+++ PROVIDED DATA
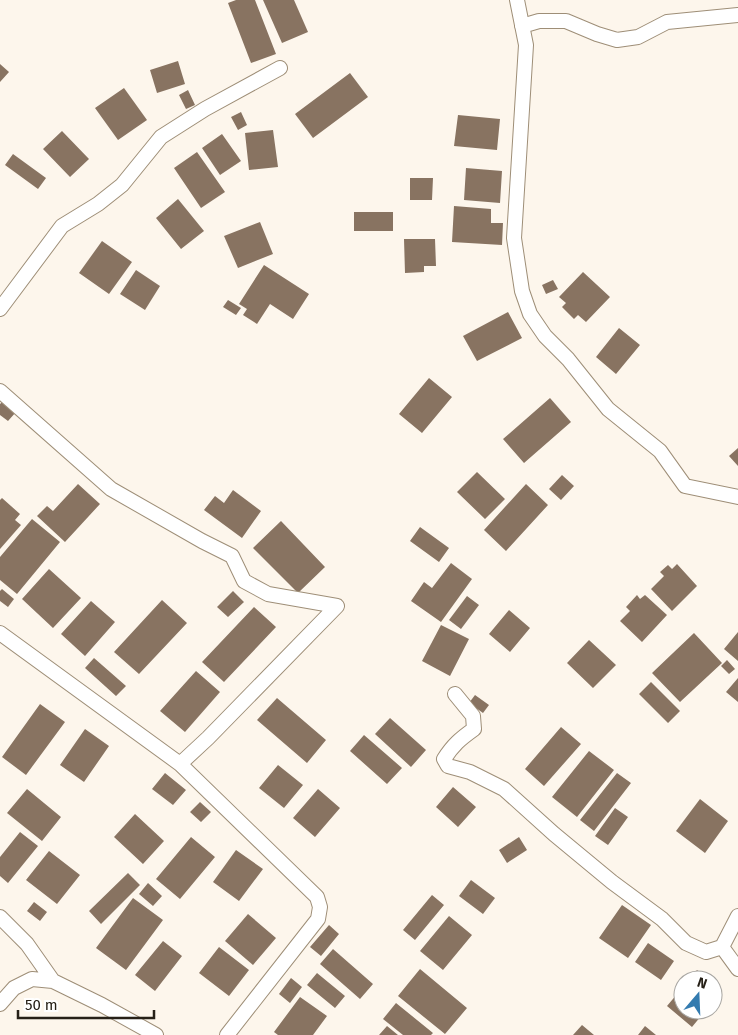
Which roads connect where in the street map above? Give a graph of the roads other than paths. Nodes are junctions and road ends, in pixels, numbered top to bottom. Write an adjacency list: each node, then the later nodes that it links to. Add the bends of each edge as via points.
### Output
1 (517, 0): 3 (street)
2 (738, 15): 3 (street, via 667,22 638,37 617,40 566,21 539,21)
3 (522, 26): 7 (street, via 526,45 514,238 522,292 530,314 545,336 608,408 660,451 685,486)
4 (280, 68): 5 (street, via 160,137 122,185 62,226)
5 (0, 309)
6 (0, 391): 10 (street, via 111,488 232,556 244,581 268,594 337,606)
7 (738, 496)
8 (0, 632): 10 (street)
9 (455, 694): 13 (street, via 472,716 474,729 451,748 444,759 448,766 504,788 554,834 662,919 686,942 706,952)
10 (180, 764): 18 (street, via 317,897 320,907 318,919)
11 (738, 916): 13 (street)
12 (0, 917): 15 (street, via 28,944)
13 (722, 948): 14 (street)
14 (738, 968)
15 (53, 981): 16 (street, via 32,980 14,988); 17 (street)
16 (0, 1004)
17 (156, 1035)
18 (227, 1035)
++++++
The whole listing must come back verbatim, with no pictures included.

### COMPLETED TASK
Which roads connect where in the street map above? Give a graph of the roads other than paths. Nodes are junctions and road ends, in pixels, numbered top to bottom. Write an adjacency list: each node, then the later nodes that it links to. Add the bends of each edge as via points.
### Output
1 (517, 0): 3 (street)
2 (738, 15): 3 (street, via 667,22 638,37 617,40 566,21 539,21)
3 (522, 26): 7 (street, via 526,45 514,238 522,292 530,314 545,336 608,408 660,451 685,486)
4 (280, 68): 5 (street, via 160,137 122,185 62,226)
5 (0, 309)
6 (0, 391): 10 (street, via 111,488 232,556 244,581 268,594 337,606)
7 (738, 496)
8 (0, 632): 10 (street)
9 (455, 694): 13 (street, via 472,716 474,729 451,748 444,759 448,766 504,788 554,834 662,919 686,942 706,952)
10 (180, 764): 18 (street, via 317,897 320,907 318,919)
11 (738, 916): 13 (street)
12 (0, 917): 15 (street, via 28,944)
13 (722, 948): 14 (street)
14 (738, 968)
15 (53, 981): 16 (street, via 32,980 14,988); 17 (street)
16 (0, 1004)
17 (156, 1035)
18 (227, 1035)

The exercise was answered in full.